Cette fois, le Covid ne peut être tenu pour seul responsable d’une baisse persistante des résultats des élèves de 15 ans dans la quasi-totalité des pays de l’OCDE et singulièrement en France. Comme lors des deux précédentes éditions, l’Asie occupe les premières places, Chine en tête.
En 2022 déjà, le classement PISA (Programme international pour le suivi des acquis des élèves) avait sonné l’alarme sur le décrochage des résultats des élèves en France et dans le monde. Trois ans plus tard, l’enquête menée en 2025 auprès de 760 000 adolescents dans 91 pays – dont 6 501 élèves français – révèle que la situation s’est encore dégradée.
La France recule d’une place depuis le dernier classement de 2023, en 27e position des pays de l’OCDE, directement derrière la Suède et la Slovénie et devant l’Italie et le Portugal, mais largement devancée par l’Estonie (6e). En mathématiques, en lecture ou en sciences, les connaissances régressent. En outre, on note une augmentation de la part des élèves en grande difficulté, notamment en mathématiques et en compréhension de l’écrit – plus d’un tiers – et une baisse continue de la proportion de ceux ayant les résultats les plus élevés.
Inégalités et disparités bien françaises
Surtout, la France est toujours l’un des pays ou les inégalités de performances selon les origines sociales des élèves sont les plus importantes. C’est surtout vrai en mathématiques et en compréhension, un peu moins en sciences. Si cet écart a légèrement diminué, c’est que le niveau des élèves les plus favorisés a plus baissé que celui des élèves les plus défavorisés.
D’autres tendances sont particulièrement marquées : une grande disparité entre des scores des élèves de 2de générale comparables à la moyenne des pays européens les plus performants et ceux de 2de professionnelle, parmi ceux ayant les plus faibles résultats. Disparités aussi entre les genres : filles et garçons obtiennent des résultats similaires en culture scientifique mais les adolescentes sont bien meilleures en compréhension de l’écrit, un avantage qui n’a cessé de de creuser depuis 2012.

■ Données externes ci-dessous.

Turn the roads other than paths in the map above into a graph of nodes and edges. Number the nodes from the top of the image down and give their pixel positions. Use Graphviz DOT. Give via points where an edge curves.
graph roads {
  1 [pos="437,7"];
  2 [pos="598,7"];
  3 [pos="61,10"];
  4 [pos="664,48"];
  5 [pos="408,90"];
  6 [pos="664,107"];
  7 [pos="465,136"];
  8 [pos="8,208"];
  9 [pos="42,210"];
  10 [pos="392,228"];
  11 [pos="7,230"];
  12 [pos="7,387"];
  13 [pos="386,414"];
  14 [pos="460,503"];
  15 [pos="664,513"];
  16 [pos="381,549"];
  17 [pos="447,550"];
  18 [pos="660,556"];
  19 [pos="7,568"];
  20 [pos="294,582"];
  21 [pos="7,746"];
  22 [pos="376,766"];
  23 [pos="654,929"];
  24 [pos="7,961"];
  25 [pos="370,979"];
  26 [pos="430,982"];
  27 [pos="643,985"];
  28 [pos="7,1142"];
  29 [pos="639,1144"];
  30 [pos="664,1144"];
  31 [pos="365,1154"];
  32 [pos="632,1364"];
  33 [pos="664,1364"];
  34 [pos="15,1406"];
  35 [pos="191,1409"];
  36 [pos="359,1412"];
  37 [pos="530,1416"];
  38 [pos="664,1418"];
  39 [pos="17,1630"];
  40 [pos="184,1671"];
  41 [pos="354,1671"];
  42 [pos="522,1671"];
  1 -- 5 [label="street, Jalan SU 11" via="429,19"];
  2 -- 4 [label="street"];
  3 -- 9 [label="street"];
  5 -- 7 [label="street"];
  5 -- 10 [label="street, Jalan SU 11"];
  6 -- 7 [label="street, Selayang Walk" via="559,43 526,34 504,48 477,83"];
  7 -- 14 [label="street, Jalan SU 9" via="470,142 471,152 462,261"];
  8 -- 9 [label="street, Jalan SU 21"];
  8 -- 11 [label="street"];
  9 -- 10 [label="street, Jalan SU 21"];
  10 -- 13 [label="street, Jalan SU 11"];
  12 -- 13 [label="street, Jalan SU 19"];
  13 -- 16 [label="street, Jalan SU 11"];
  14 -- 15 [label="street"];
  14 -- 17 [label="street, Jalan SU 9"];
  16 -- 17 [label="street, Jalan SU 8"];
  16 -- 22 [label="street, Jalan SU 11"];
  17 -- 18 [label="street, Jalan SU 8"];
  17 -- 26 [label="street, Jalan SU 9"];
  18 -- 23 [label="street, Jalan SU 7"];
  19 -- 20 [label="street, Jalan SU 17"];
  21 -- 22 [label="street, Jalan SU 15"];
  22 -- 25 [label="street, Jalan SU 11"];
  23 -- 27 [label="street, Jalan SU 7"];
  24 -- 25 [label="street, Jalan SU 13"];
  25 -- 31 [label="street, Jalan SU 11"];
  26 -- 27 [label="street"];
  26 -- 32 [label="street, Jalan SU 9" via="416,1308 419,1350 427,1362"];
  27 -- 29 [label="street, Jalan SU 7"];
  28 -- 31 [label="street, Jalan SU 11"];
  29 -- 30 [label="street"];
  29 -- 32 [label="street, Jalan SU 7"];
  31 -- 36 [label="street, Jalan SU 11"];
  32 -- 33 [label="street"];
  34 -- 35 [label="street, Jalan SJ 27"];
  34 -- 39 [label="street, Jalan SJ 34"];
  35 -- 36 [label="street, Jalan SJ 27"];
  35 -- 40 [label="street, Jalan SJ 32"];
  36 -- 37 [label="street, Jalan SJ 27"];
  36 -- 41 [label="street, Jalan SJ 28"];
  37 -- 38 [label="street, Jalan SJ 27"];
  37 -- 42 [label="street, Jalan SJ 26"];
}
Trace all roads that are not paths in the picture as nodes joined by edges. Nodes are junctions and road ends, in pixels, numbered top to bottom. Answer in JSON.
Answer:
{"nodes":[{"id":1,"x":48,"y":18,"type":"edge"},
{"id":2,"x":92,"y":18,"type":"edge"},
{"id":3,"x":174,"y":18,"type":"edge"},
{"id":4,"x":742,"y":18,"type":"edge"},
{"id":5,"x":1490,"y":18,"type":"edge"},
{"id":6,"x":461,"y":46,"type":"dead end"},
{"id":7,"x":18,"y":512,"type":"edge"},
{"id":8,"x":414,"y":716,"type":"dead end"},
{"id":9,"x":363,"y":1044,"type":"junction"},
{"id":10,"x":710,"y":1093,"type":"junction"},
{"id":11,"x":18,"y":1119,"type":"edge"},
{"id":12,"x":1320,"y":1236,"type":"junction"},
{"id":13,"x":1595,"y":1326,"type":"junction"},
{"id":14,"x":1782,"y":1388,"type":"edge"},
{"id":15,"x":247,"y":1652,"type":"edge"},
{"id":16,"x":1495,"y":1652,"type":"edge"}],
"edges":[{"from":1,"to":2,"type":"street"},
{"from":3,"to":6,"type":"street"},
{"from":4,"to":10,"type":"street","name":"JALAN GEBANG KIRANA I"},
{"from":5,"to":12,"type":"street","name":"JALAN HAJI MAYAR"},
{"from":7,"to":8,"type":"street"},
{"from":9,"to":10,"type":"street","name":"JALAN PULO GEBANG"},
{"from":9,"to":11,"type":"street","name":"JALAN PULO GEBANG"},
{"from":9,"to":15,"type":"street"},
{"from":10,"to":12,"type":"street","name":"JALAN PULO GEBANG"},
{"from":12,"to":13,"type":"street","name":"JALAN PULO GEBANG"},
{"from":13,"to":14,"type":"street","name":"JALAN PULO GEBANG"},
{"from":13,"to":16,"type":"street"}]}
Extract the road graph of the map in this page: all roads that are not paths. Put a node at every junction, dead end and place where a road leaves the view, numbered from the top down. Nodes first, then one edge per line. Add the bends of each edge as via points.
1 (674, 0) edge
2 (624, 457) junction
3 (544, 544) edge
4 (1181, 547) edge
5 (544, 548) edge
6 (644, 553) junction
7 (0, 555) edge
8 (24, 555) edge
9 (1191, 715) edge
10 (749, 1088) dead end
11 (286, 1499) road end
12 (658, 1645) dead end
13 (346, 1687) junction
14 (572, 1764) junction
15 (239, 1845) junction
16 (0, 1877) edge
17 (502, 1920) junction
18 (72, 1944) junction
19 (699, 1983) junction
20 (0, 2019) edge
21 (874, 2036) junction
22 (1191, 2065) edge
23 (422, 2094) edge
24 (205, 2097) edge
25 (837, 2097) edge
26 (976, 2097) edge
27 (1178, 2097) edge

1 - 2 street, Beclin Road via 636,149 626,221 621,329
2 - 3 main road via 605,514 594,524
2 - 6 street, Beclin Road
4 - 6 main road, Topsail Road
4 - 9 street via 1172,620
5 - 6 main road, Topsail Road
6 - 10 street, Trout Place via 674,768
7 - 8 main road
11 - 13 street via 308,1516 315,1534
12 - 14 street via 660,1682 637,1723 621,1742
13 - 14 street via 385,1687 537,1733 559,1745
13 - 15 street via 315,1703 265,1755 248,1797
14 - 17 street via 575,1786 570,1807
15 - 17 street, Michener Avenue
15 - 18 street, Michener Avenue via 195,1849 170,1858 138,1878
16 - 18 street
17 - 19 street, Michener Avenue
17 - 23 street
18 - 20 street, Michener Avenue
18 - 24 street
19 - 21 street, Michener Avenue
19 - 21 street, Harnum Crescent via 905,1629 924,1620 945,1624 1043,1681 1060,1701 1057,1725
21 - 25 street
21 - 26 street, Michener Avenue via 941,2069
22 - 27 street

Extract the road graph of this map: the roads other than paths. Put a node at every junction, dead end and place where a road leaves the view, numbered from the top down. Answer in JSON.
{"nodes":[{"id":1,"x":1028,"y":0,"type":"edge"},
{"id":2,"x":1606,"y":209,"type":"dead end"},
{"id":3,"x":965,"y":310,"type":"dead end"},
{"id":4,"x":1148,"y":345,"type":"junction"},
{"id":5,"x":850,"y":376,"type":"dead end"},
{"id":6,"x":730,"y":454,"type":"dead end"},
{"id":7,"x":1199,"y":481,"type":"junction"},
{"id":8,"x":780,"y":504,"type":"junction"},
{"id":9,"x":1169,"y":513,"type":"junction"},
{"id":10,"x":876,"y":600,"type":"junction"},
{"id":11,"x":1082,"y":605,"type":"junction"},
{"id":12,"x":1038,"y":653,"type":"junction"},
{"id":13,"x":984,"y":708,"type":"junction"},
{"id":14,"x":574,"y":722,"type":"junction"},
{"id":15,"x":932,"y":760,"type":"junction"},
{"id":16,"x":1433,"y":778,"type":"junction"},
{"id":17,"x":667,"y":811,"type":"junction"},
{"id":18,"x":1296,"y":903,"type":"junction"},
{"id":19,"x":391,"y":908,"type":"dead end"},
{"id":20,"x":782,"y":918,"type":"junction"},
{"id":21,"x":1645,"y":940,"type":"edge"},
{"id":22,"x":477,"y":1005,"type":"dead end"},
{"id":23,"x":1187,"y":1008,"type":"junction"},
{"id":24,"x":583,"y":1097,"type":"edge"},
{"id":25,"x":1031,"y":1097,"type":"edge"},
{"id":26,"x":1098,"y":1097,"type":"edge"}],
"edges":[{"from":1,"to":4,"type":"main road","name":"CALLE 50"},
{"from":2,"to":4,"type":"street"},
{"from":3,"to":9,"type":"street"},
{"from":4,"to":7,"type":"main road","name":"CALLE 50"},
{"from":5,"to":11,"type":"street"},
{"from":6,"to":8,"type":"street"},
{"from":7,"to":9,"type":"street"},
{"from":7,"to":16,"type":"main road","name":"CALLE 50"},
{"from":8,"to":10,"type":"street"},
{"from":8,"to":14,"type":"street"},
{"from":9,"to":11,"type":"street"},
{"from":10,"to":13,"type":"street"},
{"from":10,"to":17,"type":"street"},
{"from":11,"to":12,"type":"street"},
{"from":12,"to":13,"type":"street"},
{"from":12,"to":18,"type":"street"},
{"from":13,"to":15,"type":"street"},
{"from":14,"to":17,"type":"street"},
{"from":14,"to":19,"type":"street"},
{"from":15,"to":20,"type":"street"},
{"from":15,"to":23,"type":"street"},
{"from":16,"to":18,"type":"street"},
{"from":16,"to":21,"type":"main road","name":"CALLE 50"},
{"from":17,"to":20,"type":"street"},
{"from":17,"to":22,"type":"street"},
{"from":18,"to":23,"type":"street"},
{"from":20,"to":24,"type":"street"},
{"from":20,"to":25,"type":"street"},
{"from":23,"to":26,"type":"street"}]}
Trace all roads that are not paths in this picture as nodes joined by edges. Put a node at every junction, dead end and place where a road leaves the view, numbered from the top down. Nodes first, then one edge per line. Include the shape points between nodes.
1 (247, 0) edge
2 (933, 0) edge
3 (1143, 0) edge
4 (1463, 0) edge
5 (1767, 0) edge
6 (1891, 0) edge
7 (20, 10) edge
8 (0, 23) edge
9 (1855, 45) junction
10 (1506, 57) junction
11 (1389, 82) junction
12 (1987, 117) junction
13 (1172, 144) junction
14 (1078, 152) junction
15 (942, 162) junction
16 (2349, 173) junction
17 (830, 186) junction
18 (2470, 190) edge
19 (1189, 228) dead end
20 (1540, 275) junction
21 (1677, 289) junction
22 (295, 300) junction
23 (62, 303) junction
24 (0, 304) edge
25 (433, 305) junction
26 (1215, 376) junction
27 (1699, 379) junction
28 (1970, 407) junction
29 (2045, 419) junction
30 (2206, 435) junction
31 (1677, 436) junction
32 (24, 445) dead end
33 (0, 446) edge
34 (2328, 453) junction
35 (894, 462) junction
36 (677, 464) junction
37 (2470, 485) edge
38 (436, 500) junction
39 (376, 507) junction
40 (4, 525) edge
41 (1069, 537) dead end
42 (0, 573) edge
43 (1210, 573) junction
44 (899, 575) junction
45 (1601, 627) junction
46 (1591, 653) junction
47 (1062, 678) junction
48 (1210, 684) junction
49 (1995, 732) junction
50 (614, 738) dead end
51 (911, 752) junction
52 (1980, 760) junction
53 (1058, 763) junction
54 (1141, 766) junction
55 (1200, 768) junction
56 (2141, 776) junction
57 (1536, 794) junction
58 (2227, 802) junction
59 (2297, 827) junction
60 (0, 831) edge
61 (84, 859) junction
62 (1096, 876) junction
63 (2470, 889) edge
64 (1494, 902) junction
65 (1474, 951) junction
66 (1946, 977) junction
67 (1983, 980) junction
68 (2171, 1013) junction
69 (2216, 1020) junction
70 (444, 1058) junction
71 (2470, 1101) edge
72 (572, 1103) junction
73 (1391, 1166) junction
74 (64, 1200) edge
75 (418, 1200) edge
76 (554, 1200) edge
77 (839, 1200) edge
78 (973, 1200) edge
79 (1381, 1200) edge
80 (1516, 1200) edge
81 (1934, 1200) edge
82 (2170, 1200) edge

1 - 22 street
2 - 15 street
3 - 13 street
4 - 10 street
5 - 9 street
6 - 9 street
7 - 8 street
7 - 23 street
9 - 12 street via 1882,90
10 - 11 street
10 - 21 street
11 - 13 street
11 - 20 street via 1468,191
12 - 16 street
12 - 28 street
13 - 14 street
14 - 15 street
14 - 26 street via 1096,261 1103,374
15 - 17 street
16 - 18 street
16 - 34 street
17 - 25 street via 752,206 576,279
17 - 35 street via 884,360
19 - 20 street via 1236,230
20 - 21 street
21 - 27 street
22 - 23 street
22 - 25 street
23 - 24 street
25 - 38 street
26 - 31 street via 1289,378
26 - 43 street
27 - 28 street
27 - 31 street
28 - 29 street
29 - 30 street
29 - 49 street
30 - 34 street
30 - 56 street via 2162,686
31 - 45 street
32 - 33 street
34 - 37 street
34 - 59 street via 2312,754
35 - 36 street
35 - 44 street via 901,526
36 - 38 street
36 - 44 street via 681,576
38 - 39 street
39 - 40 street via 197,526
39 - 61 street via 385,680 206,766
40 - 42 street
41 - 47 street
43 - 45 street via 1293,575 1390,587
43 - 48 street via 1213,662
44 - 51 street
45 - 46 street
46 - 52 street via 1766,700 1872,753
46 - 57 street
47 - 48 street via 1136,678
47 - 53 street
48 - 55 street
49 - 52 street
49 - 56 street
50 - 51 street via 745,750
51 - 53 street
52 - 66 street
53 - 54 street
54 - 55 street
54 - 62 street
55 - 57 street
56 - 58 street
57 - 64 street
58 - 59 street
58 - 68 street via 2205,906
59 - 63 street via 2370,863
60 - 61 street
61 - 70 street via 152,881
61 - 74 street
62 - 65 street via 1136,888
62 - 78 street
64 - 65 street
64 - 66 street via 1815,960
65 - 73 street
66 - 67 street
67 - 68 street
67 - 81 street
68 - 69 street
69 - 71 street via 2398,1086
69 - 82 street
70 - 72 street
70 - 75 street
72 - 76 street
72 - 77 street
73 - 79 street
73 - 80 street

Certaines raisons invoquées pour expliquer ce glissement sont largement partagées au sein de l’OCDE, notamment la corrélation entre l’utilisation accrue de l’IA et de faibles résultats en sciences, le désinvestissement des parents ou le rapport aux apprentissages.
Cependant, comme le souligne l’analyste éducation de l’OFCE Éric Charbonnier, « la France a manqué de cohérence ces dix dernières années et que le collège est resté l’angle mort des réformes. » Par ailleurs, le climat scolaire reste marqué par une forte perturbation des cours, un établissement sur cinq manque de matériel pédagogique et un sur deux, de personnel.
150 milliards de PIB en moins à l’horizon 2050
Mais notre fierté n’est pas seule en jeu. : l’économiste Xavier Jaravel, président délégué du Conseil d’analyse économique (CAE) avertit dans Les Echos que sans amélioration de la France dans ce classement, notre PIB pourrait se trouver amputé de 150 milliards à l’horizon 2050. En cause : une augmentation du taux d’échec dans l’enseignement supérieur dans les cinq prochaines années puis du taux de chômage des jeunes en raison d’une moins bonne insertion professionnelle. A plus long terme, une adoption plus lente des nouvelles technologies, menaçant la productivité et la croissance. Pour faire mentir cette sombre prédiction, le CAE avait opportunément proposé juste avant la publication du classement un plan annuel de 4 milliards d’euros dans la formation des enseignants et le changement de certaines pratiques pédagogiques destiné à rattraper le retard français.